AfriForum stands with Quiton de Kock on taking the knee

Civil rights organisation AfriForum has strongly condemned Cricket South Africa’s (CSA) directive that all Protea players must be forced to take the knee for the Black Lives Matter campaign.

In terms of this directive, all cricketers who want to represent South Africa at the T20 World Cup must take the knee before games. Failure to do so will presumably lead to being dropped from the team and facing sanction from CSA.

Ronald Peters, AfriForum’s Manager of Sport said in a statement on Tuesday that the unanimous decision, made by the CSA Board on 25 October was an ultra-vires abuse of authority.

He said the decision would not pass Constitutional muster if it had to be challenged by a court of law as it violated a whole host of rights protected in the Constitution. These violated rights include the right to equality and the right to not be unfairly discriminated against, freedom and security of the person, freedom of religion, belief and opinion, freedom of expression, freedom of association and the right to make political choices. 

The decision to take the knee should remain precisely that, Peters added.

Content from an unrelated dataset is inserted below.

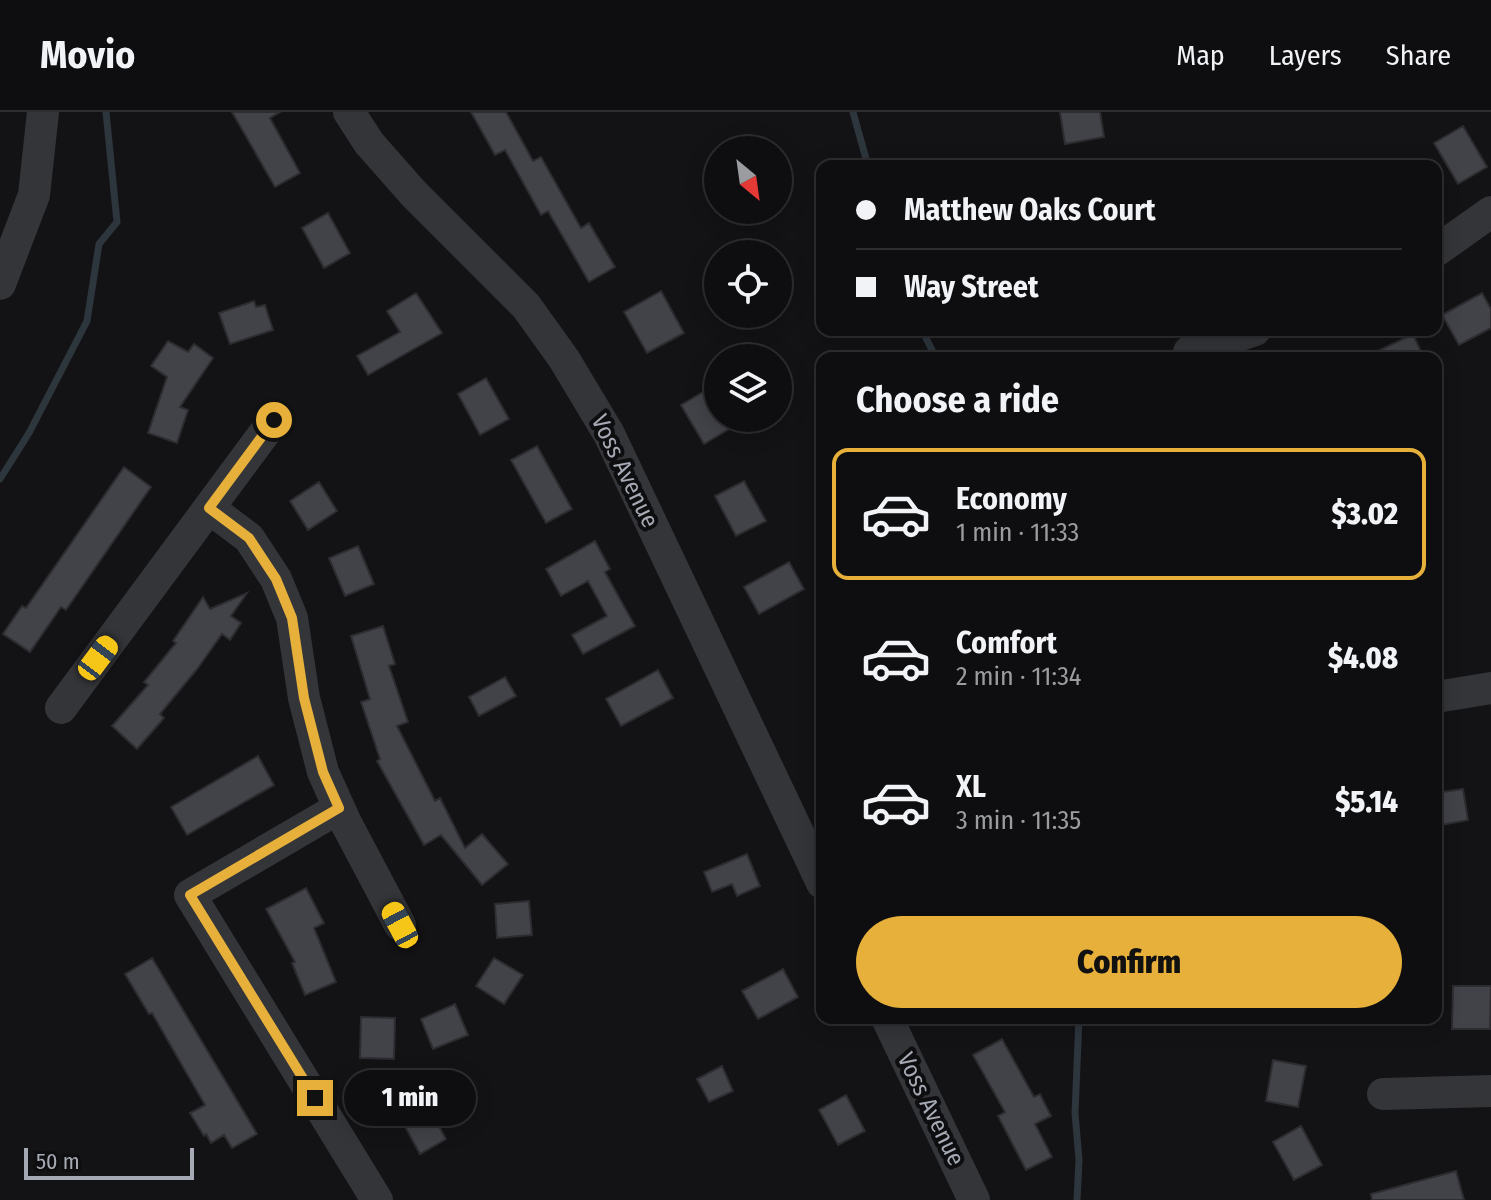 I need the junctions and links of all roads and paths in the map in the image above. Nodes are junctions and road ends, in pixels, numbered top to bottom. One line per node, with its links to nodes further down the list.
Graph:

Many top athletes from many different cultural, national and racial backgrounds have expressed their reasons for refusing to take the knee. More recently, many who took the knee initially have decided to stop doing so. Many have argued that the gesture is no longer powerful because everyone does it, yet actual change is slow to occur, or nothing changes at all. 

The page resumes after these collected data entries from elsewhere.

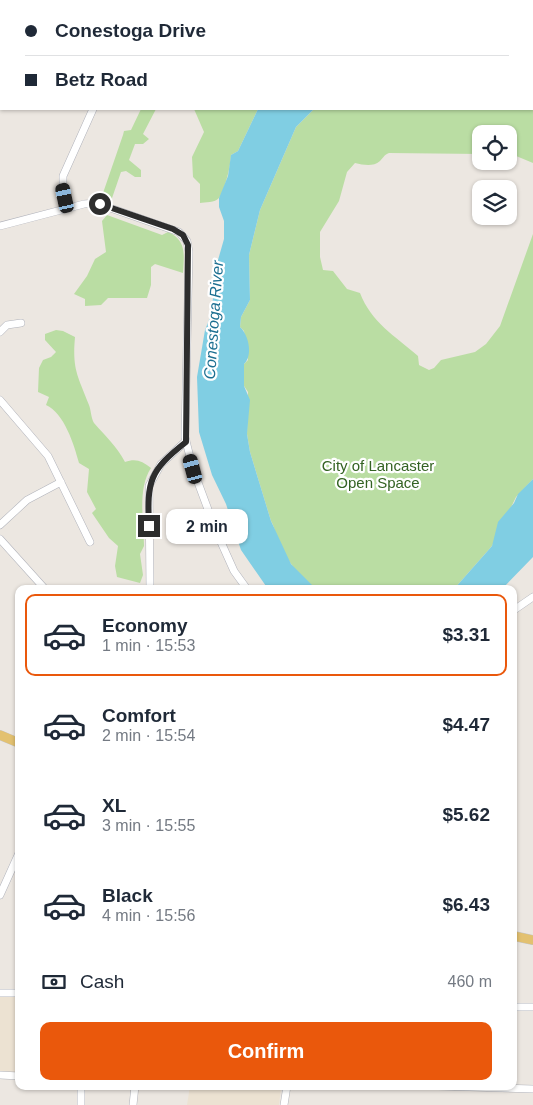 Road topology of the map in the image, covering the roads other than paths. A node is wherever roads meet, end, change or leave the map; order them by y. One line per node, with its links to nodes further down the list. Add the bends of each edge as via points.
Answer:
1 (93, 110): 2 (street, via 63,176)
2 (67, 208): 3 (street); 7 (street, via 91,203 107,206 173,229 187,241)
3 (0, 226)
4 (21, 323): 5 (street, via 7,325)
5 (0, 332)
6 (0, 400): 8 (street, via 48,456)
7 (186, 442): 13 (street, via 160,464 149,486); 14 (street, via 218,537)
8 (61, 482): 9 (street, via 27,500); 11 (street)
9 (0, 525)
10 (0, 539): 12 (street)
11 (90, 542)
12 (41, 585)
13 (150, 585)
14 (244, 585)
15 (533, 597): 16 (street)
16 (517, 608)
17 (0, 736): 18 (main road)
18 (15, 742)
19 (15, 861): 20 (street)
20 (0, 895)
21 (517, 937): 22 (main road)
22 (533, 940)
23 (0, 993): 24 (street)
24 (15, 993)
25 (517, 1006): 26 (street)
26 (533, 1007)
27 (0, 1075): 28 (street)
28 (15, 1076)
29 (517, 1088): 30 (street)
30 (533, 1089)
31 (81, 1090): 34 (street)
32 (135, 1090): 35 (street)
33 (286, 1090): 36 (street)
34 (81, 1105)
35 (133, 1105)
36 (284, 1105)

AfriForum said it agreed with the view that a gesture loses all merit and meaning when it is forced on people. Forcing professional athletes to forego their rights and freedoms is unacceptable, the organisation said.

AfriForum said that it supported Quinton de Kock’s decision to stand up for his rights and the right to decide which initiatives he wants to support. 

“We further support this decision because the position taken by CSA in this case is unfair and violates several human rights. AfriForum will liaise with its legal team to consider the way forward,“ the organisation said.